- Instructions to follow
Repeat the records below word for word.

- Data provided
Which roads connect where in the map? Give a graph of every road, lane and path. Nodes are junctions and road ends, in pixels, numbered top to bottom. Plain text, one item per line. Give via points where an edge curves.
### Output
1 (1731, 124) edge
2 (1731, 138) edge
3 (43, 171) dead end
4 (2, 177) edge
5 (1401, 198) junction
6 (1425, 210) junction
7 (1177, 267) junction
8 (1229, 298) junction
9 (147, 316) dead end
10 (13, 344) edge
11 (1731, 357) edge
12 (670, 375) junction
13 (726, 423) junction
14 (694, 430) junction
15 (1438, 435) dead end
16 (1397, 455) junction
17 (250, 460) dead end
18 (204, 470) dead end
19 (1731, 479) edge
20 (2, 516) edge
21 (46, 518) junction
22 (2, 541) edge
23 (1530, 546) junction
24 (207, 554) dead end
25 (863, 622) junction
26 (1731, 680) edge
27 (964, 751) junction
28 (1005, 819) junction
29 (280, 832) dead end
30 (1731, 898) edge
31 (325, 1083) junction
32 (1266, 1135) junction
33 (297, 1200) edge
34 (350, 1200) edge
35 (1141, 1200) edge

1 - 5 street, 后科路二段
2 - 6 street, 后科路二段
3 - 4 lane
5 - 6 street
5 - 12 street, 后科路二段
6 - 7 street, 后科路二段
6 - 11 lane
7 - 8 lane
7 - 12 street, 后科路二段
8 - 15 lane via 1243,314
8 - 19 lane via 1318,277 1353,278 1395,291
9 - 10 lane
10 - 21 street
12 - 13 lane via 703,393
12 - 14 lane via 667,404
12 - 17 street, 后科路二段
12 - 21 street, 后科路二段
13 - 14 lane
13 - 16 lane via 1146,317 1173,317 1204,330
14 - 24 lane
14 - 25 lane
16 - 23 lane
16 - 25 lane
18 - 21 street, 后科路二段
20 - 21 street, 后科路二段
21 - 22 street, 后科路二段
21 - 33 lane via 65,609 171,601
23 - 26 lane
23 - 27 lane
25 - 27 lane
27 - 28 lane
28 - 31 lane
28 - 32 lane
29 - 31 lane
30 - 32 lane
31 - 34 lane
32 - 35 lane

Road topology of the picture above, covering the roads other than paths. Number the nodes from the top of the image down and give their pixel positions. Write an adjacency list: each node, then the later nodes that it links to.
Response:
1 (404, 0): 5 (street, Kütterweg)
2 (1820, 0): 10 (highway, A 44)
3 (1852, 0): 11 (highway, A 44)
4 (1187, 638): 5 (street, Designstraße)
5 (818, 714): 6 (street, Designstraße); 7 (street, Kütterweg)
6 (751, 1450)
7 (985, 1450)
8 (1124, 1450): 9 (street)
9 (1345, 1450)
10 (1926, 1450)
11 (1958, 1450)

- Completed exercise
Which roads connect where in the map? Give a graph of every road, lane and path. Nodes are junctions and road ends, in pixels, numbered top to bottom. Plain text, one item per line. Give via points where an edge curves.
### Output
1 (1731, 124) edge
2 (1731, 138) edge
3 (43, 171) dead end
4 (2, 177) edge
5 (1401, 198) junction
6 (1425, 210) junction
7 (1177, 267) junction
8 (1229, 298) junction
9 (147, 316) dead end
10 (13, 344) edge
11 (1731, 357) edge
12 (670, 375) junction
13 (726, 423) junction
14 (694, 430) junction
15 (1438, 435) dead end
16 (1397, 455) junction
17 (250, 460) dead end
18 (204, 470) dead end
19 (1731, 479) edge
20 (2, 516) edge
21 (46, 518) junction
22 (2, 541) edge
23 (1530, 546) junction
24 (207, 554) dead end
25 (863, 622) junction
26 (1731, 680) edge
27 (964, 751) junction
28 (1005, 819) junction
29 (280, 832) dead end
30 (1731, 898) edge
31 (325, 1083) junction
32 (1266, 1135) junction
33 (297, 1200) edge
34 (350, 1200) edge
35 (1141, 1200) edge

1 - 5 street, 后科路二段
2 - 6 street, 后科路二段
3 - 4 lane
5 - 6 street
5 - 12 street, 后科路二段
6 - 7 street, 后科路二段
6 - 11 lane
7 - 8 lane
7 - 12 street, 后科路二段
8 - 15 lane via 1243,314
8 - 19 lane via 1318,277 1353,278 1395,291
9 - 10 lane
10 - 21 street
12 - 13 lane via 703,393
12 - 14 lane via 667,404
12 - 17 street, 后科路二段
12 - 21 street, 后科路二段
13 - 14 lane
13 - 16 lane via 1146,317 1173,317 1204,330
14 - 24 lane
14 - 25 lane
16 - 23 lane
16 - 25 lane
18 - 21 street, 后科路二段
20 - 21 street, 后科路二段
21 - 22 street, 后科路二段
21 - 33 lane via 65,609 171,601
23 - 26 lane
23 - 27 lane
25 - 27 lane
27 - 28 lane
28 - 31 lane
28 - 32 lane
29 - 31 lane
30 - 32 lane
31 - 34 lane
32 - 35 lane

Road topology of the picture above, covering the roads other than paths. Number the nodes from the top of the image down and give their pixel positions. Write an adjacency list: each node, then the later nodes that it links to.
Response:
1 (404, 0): 5 (street, Kütterweg)
2 (1820, 0): 10 (highway, A 44)
3 (1852, 0): 11 (highway, A 44)
4 (1187, 638): 5 (street, Designstraße)
5 (818, 714): 6 (street, Designstraße); 7 (street, Kütterweg)
6 (751, 1450)
7 (985, 1450)
8 (1124, 1450): 9 (street)
9 (1345, 1450)
10 (1926, 1450)
11 (1958, 1450)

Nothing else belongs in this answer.